__The records__
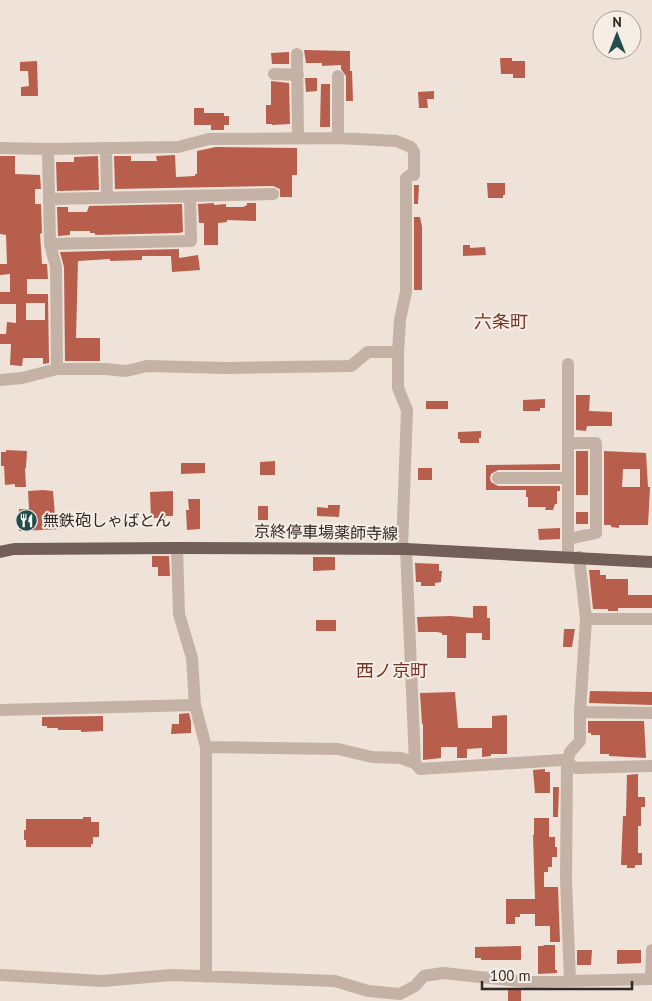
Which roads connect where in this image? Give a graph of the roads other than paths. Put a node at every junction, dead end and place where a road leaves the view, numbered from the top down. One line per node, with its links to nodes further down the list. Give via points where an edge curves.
1 (298, 54): 3 (street)
2 (274, 74): 3 (street)
3 (298, 75): 5 (street)
4 (338, 76): 6 (street)
5 (298, 138): 6 (street); 8 (street, via 209,139 178,147)
6 (338, 138): 15 (street, via 396,141 411,147 414,152 414,175 406,178 406,292)
7 (0, 148): 9 (street)
8 (106, 148): 9 (street); 12 (street)
9 (48, 149): 13 (street)
10 (273, 194): 11 (street)
11 (190, 196): 12 (street); 14 (street, via 191,241)
12 (107, 198): 13 (street)
13 (49, 199): 14 (street)
14 (50, 244): 17 (street, via 56,267)
15 (398, 352): 17 (street, via 368,352 351,366 147,366 126,371); 24 (street, via 398,388 407,410)
16 (568, 364): 19 (street)
17 (57, 369): 18 (street)
18 (0, 380)
19 (568, 442): 21 (street); 22 (street, via 596,443 596,533)
20 (498, 478): 21 (street)
21 (568, 478): 22 (street)
22 (568, 539): 26 (street)
23 (177, 548): 24 (main road, 京終停車場薬師寺線); 25 (main road, 京終停車場薬師寺線, via 14,549); 30 (street, via 179,614 192,658)
24 (404, 549): 26 (main road, 京終停車場薬師寺線); 35 (street)
25 (0, 552)
26 (573, 557): 27 (main road, 京終停車場薬師寺線); 28 (street)
27 (652, 562)
28 (586, 619): 29 (street); 32 (street)
29 (652, 619)
30 (195, 705): 31 (street); 34 (street)
31 (0, 710)
32 (580, 712): 33 (street); 36 (street, via 580,741 570,752)
33 (652, 713)
34 (206, 747): 35 (street, via 338,749); 40 (street)
35 (415, 762): 36 (street, via 420,770 562,760)
36 (567, 763): 37 (street, via 576,768); 42 (street, via 566,879)
37 (652, 766)
38 (652, 950): 41 (street)
39 (0, 974): 40 (street, via 102,981 172,975)
40 (206, 977): 42 (street, via 335,980 368,991 400,994 415,986 424,976 443,973 527,982)
41 (652, 979): 42 (street)
42 (570, 981)

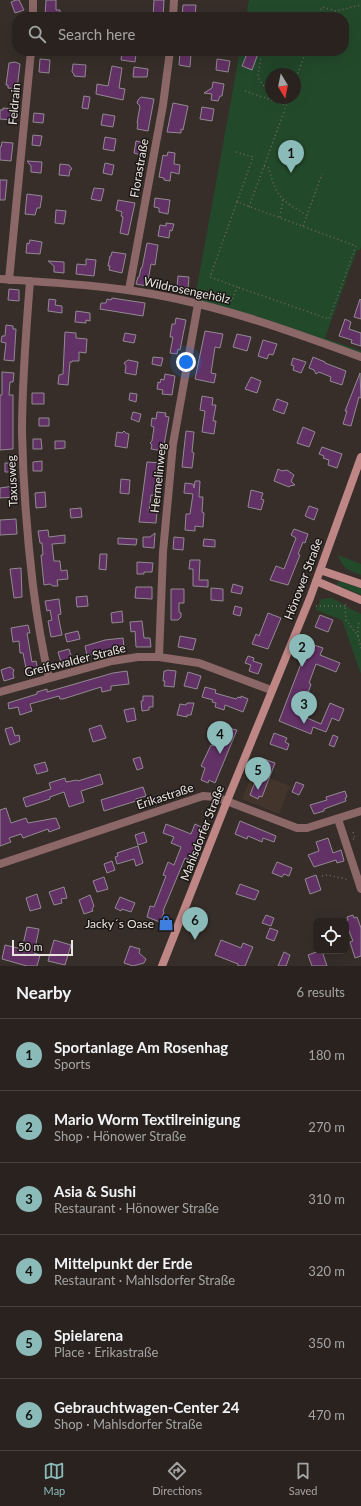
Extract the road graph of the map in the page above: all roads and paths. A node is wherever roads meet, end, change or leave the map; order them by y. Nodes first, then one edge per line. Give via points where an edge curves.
1 (33, 0) edge
2 (174, 0) edge
3 (361, 5) edge
4 (33, 12) edge
5 (173, 12) edge
6 (320, 12) edge
7 (31, 56) edge
8 (169, 56) edge
9 (261, 56) edge
10 (304, 56) edge
11 (300, 68) edge
12 (265, 87) edge
13 (245, 91) dead end
14 (265, 98) edge
15 (283, 104) edge
16 (286, 105) joint
17 (236, 152) dead end
18 (264, 166) junction
19 (322, 174) dead end
20 (283, 199) junction
21 (237, 202) junction
22 (248, 206) junction
23 (307, 215) junction
24 (280, 218) junction
25 (303, 226) junction
26 (0, 279) edge
27 (9, 280) junction
28 (30, 281) junction
29 (237, 287) junction
30 (129, 290) junction
31 (198, 304) junction
32 (220, 309) junction
33 (361, 357) edge
34 (361, 456) edge
35 (320, 570) junction
36 (316, 581) junction
37 (361, 584) edge
38 (361, 600) edge
39 (316, 606) dead end
40 (361, 621) edge
41 (358, 636) junction
42 (361, 648) edge
43 (159, 657) junction
44 (49, 678) junction
45 (271, 690) junction
46 (0, 692) edge
47 (264, 709) joint
48 (227, 801) junction
49 (361, 811) edge
50 (338, 819) junction
51 (0, 864) edge
52 (356, 875) junction
53 (322, 876) dead end
54 (361, 889) edge
55 (162, 966) edge

1 - 4 street
2 - 5 street
3 - 6 path via 336,11 322,7
7 - 27 street, Feldrain
8 - 30 street, Florastraße via 163,105
9 - 12 path via 258,75
10 - 11 path
13 - 14 path
15 - 16 path
16 - 18 path
17 - 21 path via 253,157
18 - 20 path via 270,168 272,181
18 - 22 path
19 - 23 path
20 - 23 path
20 - 24 path
21 - 22 path
21 - 29 path via 210,277
22 - 24 path
23 - 25 path
24 - 25 path
25 - 29 path via 356,246 328,320
26 - 27 street, Wildrosengehölz
27 - 28 street, Wildrosengehölz
28 - 30 street, Wildrosengehölz
28 - 44 street, Taxusweg via 22,432 31,565
29 - 32 path via 232,301 223,298
30 - 31 street, Wildrosengehölz
31 - 32 street, Wildrosengehölz
31 - 43 street, Hermelinweg via 173,444 163,552
32 - 33 street, Wildrosengehölz
34 - 35 main road, Hönower Straße
35 - 36 main road, Hönower Straße
35 - 37 main road
36 - 38 main road
36 - 45 main road, Hönower Straße
39 - 41 path via 346,605 346,620
40 - 41 path
41 - 42 path
43 - 44 street, Greifswalder Straße via 112,661
43 - 45 street, Greifswalder Straße via 199,663
44 - 46 street, Greifswalder Straße
45 - 47 main road, Hönower Straße
47 - 48 main road, Mahlsdorfer Straße
48 - 50 street, Erikastraße via 297,828 307,828
48 - 51 street, Erikastraße via 203,796
48 - 55 main road, Mahlsdorfer Straße
49 - 50 street, Erikastraße
50 - 52 street
52 - 53 path via 346,879
52 - 54 street

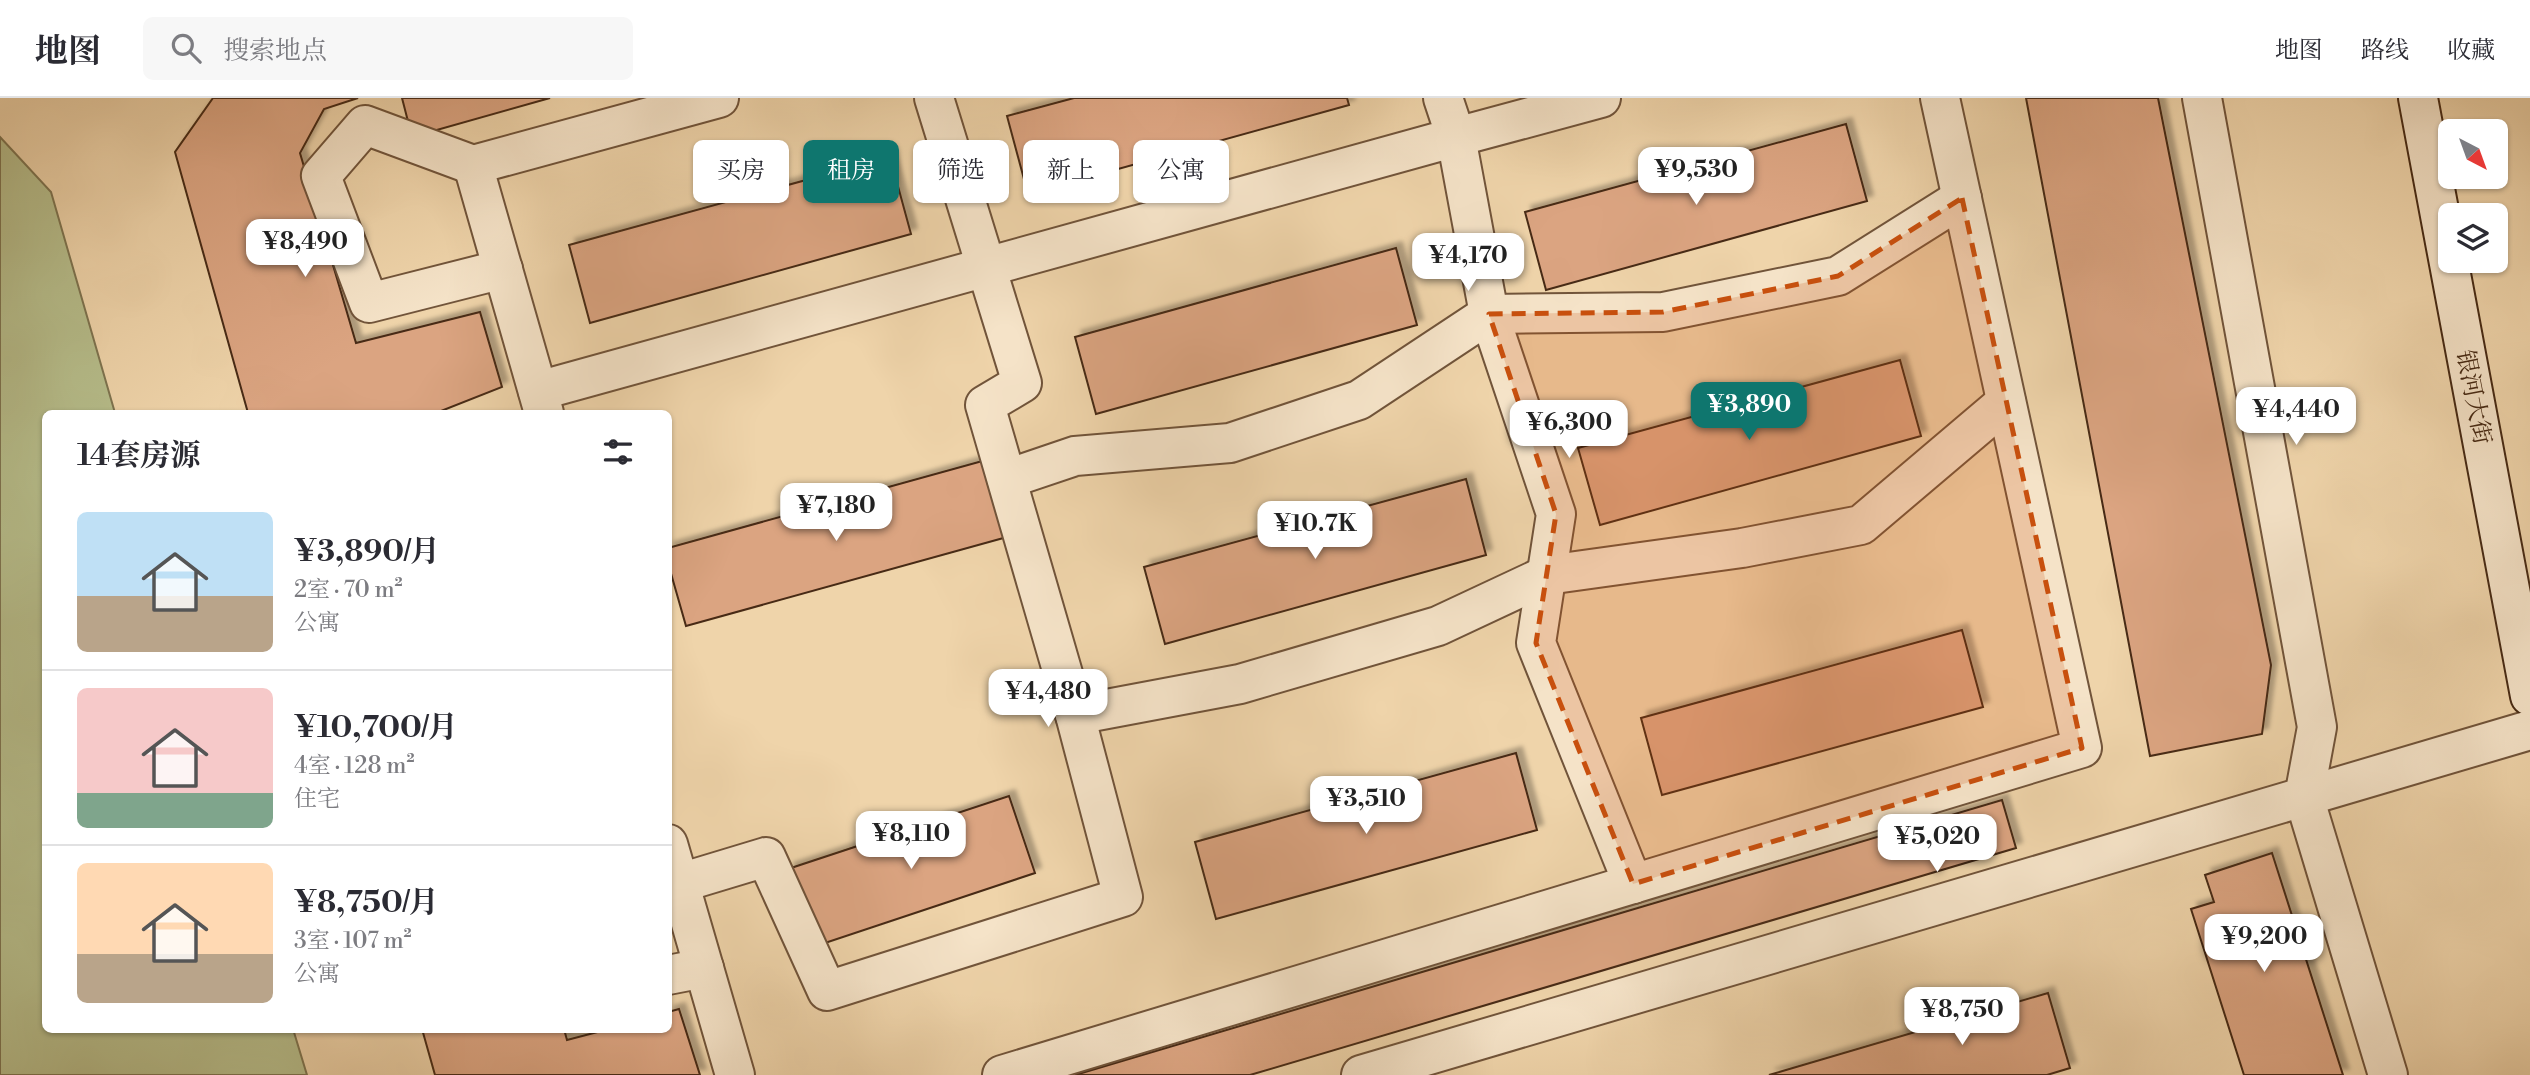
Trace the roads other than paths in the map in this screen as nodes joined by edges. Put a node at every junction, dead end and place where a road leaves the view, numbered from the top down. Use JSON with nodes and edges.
{"nodes":[{"id":1,"x":719,"y":98,"type":"edge"},
{"id":2,"x":934,"y":98,"type":"edge"},
{"id":3,"x":1443,"y":98,"type":"edge"},
{"id":4,"x":1601,"y":98,"type":"edge"},
{"id":5,"x":1940,"y":98,"type":"edge"},
{"id":6,"x":2202,"y":98,"type":"edge"},
{"id":7,"x":2418,"y":98,"type":"edge"},
{"id":8,"x":1455,"y":137,"type":"junction"},
{"id":9,"x":473,"y":165,"type":"junction"},
{"id":10,"x":1962,"y":198,"type":"junction"},
{"id":11,"x":986,"y":267,"type":"junction"},
{"id":12,"x":503,"y":269,"type":"junction"},
{"id":13,"x":1489,"y":314,"type":"junction"},
{"id":14,"x":541,"y":402,"type":"edge"},
{"id":15,"x":2006,"y":402,"type":"junction"},
{"id":16,"x":1007,"y":479,"type":"junction"},
{"id":17,"x":1547,"y":575,"type":"junction"},
{"id":18,"x":2530,"y":696,"type":"edge"},
{"id":19,"x":1075,"y":715,"type":"junction"},
{"id":20,"x":2530,"y":730,"type":"edge"},
{"id":21,"x":2304,"y":797,"type":"junction"},
{"id":22,"x":672,"y":857,"type":"edge"},
{"id":23,"x":680,"y":883,"type":"junction"},
{"id":24,"x":1633,"y":884,"type":"junction"},
{"id":25,"x":686,"y":971,"type":"edge"},
{"id":26,"x":735,"y":1075,"type":"edge"},
{"id":27,"x":1002,"y":1075,"type":"edge"},
{"id":28,"x":1361,"y":1075,"type":"edge"},
{"id":29,"x":2388,"y":1075,"type":"edge"}],
"edges":[{"from":1,"to":9,"type":"street"},
{"from":2,"to":11,"type":"street"},
{"from":3,"to":8,"type":"street"},
{"from":4,"to":8,"type":"street"},
{"from":5,"to":10,"type":"street"},
{"from":6,"to":21,"type":"street"},
{"from":7,"to":18,"type":"street","name":"银河大街"},
{"from":8,"to":11,"type":"street"},
{"from":8,"to":13,"type":"street"},
{"from":9,"to":12,"type":"street"},
{"from":9,"to":12,"type":"street"},
{"from":10,"to":13,"type":"street"},
{"from":10,"to":15,"type":"street"},
{"from":11,"to":14,"type":"street"},
{"from":11,"to":16,"type":"street"},
{"from":12,"to":14,"type":"street"},
{"from":13,"to":16,"type":"street"},
{"from":13,"to":17,"type":"street"},
{"from":15,"to":17,"type":"street"},
{"from":15,"to":24,"type":"street"},
{"from":16,"to":19,"type":"street"},
{"from":17,"to":19,"type":"street"},
{"from":17,"to":24,"type":"street"},
{"from":19,"to":23,"type":"street"},
{"from":20,"to":21,"type":"street"},
{"from":21,"to":28,"type":"street"},
{"from":21,"to":29,"type":"street"},
{"from":22,"to":23,"type":"street"},
{"from":23,"to":25,"type":"street"},
{"from":24,"to":27,"type":"street"},
{"from":25,"to":26,"type":"street"}]}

__Problem__
Please find the lines in the data that contain the word "leaves" and copy them.

__Response for this exercise__
Which roads connect where in this image? Give a graph of the roads other than paths. Put a node at every junction, dead end and place where a road leaves the view, numbered from the top down. One line per node, with its links to nodes further down the list. Give via points where an edge curves.
Trace the roads other than paths in the map in this screen as nodes joined by edges. Put a node at every junction, dead end and place where a road leaves the view, numbered from the top down. Use JSON with nodes and edges.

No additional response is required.